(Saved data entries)

::::::

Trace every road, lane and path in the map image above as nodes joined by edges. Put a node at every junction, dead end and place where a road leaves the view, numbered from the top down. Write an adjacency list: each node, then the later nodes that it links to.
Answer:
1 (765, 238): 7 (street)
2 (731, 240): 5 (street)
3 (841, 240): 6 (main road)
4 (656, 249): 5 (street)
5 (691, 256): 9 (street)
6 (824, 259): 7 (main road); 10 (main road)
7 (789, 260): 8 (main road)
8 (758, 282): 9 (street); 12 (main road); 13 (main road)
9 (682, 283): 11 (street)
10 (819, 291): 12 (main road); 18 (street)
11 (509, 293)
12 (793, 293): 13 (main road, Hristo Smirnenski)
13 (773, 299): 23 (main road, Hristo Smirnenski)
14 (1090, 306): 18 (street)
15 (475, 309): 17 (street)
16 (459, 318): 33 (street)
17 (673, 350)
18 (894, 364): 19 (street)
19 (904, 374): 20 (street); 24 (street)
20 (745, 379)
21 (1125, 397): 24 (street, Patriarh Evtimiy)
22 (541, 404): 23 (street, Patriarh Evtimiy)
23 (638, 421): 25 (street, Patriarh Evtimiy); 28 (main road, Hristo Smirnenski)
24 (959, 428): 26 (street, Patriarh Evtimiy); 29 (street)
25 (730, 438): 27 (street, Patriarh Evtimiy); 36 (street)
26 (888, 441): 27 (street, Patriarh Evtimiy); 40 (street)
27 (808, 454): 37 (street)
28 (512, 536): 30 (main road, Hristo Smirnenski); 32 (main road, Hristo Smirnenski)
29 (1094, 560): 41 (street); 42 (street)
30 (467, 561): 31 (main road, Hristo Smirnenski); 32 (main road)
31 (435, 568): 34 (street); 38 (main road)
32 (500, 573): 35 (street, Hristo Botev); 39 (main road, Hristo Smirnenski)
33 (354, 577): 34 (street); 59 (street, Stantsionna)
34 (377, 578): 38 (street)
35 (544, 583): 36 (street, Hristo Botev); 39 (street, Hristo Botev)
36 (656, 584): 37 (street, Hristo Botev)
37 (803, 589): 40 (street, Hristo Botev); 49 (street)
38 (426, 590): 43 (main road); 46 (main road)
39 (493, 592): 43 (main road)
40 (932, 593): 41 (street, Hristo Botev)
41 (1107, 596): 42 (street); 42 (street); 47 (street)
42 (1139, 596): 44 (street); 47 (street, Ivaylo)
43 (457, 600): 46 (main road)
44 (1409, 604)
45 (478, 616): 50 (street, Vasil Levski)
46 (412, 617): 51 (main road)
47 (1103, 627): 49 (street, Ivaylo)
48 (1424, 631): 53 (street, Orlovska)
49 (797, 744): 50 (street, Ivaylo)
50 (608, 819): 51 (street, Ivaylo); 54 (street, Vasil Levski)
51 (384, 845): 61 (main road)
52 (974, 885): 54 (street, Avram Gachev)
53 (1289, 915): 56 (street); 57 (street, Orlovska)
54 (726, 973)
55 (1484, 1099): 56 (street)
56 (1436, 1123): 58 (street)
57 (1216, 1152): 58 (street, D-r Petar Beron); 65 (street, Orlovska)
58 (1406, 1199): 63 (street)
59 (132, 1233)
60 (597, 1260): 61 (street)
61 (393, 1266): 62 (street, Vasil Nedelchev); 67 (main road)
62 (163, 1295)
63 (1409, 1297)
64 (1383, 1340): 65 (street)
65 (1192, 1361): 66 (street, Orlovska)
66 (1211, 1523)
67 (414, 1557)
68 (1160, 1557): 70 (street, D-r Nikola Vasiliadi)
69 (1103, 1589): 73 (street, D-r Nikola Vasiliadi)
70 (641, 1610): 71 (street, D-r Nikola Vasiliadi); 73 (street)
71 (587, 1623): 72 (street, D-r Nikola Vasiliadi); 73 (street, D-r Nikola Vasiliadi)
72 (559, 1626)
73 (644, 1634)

::::::

Task item:
Print out the data exactly once more.

Reply to the task:
Trace every road, lane and path in the map image above as nodes joined by edges. Put a node at every junction, dead end and place where a road leaves the view, numbered from the top down. Write an adjacency list: each node, then the later nodes that it links to.
Answer:
1 (765, 238): 7 (street)
2 (731, 240): 5 (street)
3 (841, 240): 6 (main road)
4 (656, 249): 5 (street)
5 (691, 256): 9 (street)
6 (824, 259): 7 (main road); 10 (main road)
7 (789, 260): 8 (main road)
8 (758, 282): 9 (street); 12 (main road); 13 (main road)
9 (682, 283): 11 (street)
10 (819, 291): 12 (main road); 18 (street)
11 (509, 293)
12 (793, 293): 13 (main road, Hristo Smirnenski)
13 (773, 299): 23 (main road, Hristo Smirnenski)
14 (1090, 306): 18 (street)
15 (475, 309): 17 (street)
16 (459, 318): 33 (street)
17 (673, 350)
18 (894, 364): 19 (street)
19 (904, 374): 20 (street); 24 (street)
20 (745, 379)
21 (1125, 397): 24 (street, Patriarh Evtimiy)
22 (541, 404): 23 (street, Patriarh Evtimiy)
23 (638, 421): 25 (street, Patriarh Evtimiy); 28 (main road, Hristo Smirnenski)
24 (959, 428): 26 (street, Patriarh Evtimiy); 29 (street)
25 (730, 438): 27 (street, Patriarh Evtimiy); 36 (street)
26 (888, 441): 27 (street, Patriarh Evtimiy); 40 (street)
27 (808, 454): 37 (street)
28 (512, 536): 30 (main road, Hristo Smirnenski); 32 (main road, Hristo Smirnenski)
29 (1094, 560): 41 (street); 42 (street)
30 (467, 561): 31 (main road, Hristo Smirnenski); 32 (main road)
31 (435, 568): 34 (street); 38 (main road)
32 (500, 573): 35 (street, Hristo Botev); 39 (main road, Hristo Smirnenski)
33 (354, 577): 34 (street); 59 (street, Stantsionna)
34 (377, 578): 38 (street)
35 (544, 583): 36 (street, Hristo Botev); 39 (street, Hristo Botev)
36 (656, 584): 37 (street, Hristo Botev)
37 (803, 589): 40 (street, Hristo Botev); 49 (street)
38 (426, 590): 43 (main road); 46 (main road)
39 (493, 592): 43 (main road)
40 (932, 593): 41 (street, Hristo Botev)
41 (1107, 596): 42 (street); 42 (street); 47 (street)
42 (1139, 596): 44 (street); 47 (street, Ivaylo)
43 (457, 600): 46 (main road)
44 (1409, 604)
45 (478, 616): 50 (street, Vasil Levski)
46 (412, 617): 51 (main road)
47 (1103, 627): 49 (street, Ivaylo)
48 (1424, 631): 53 (street, Orlovska)
49 (797, 744): 50 (street, Ivaylo)
50 (608, 819): 51 (street, Ivaylo); 54 (street, Vasil Levski)
51 (384, 845): 61 (main road)
52 (974, 885): 54 (street, Avram Gachev)
53 (1289, 915): 56 (street); 57 (street, Orlovska)
54 (726, 973)
55 (1484, 1099): 56 (street)
56 (1436, 1123): 58 (street)
57 (1216, 1152): 58 (street, D-r Petar Beron); 65 (street, Orlovska)
58 (1406, 1199): 63 (street)
59 (132, 1233)
60 (597, 1260): 61 (street)
61 (393, 1266): 62 (street, Vasil Nedelchev); 67 (main road)
62 (163, 1295)
63 (1409, 1297)
64 (1383, 1340): 65 (street)
65 (1192, 1361): 66 (street, Orlovska)
66 (1211, 1523)
67 (414, 1557)
68 (1160, 1557): 70 (street, D-r Nikola Vasiliadi)
69 (1103, 1589): 73 (street, D-r Nikola Vasiliadi)
70 (641, 1610): 71 (street, D-r Nikola Vasiliadi); 73 (street)
71 (587, 1623): 72 (street, D-r Nikola Vasiliadi); 73 (street, D-r Nikola Vasiliadi)
72 (559, 1626)
73 (644, 1634)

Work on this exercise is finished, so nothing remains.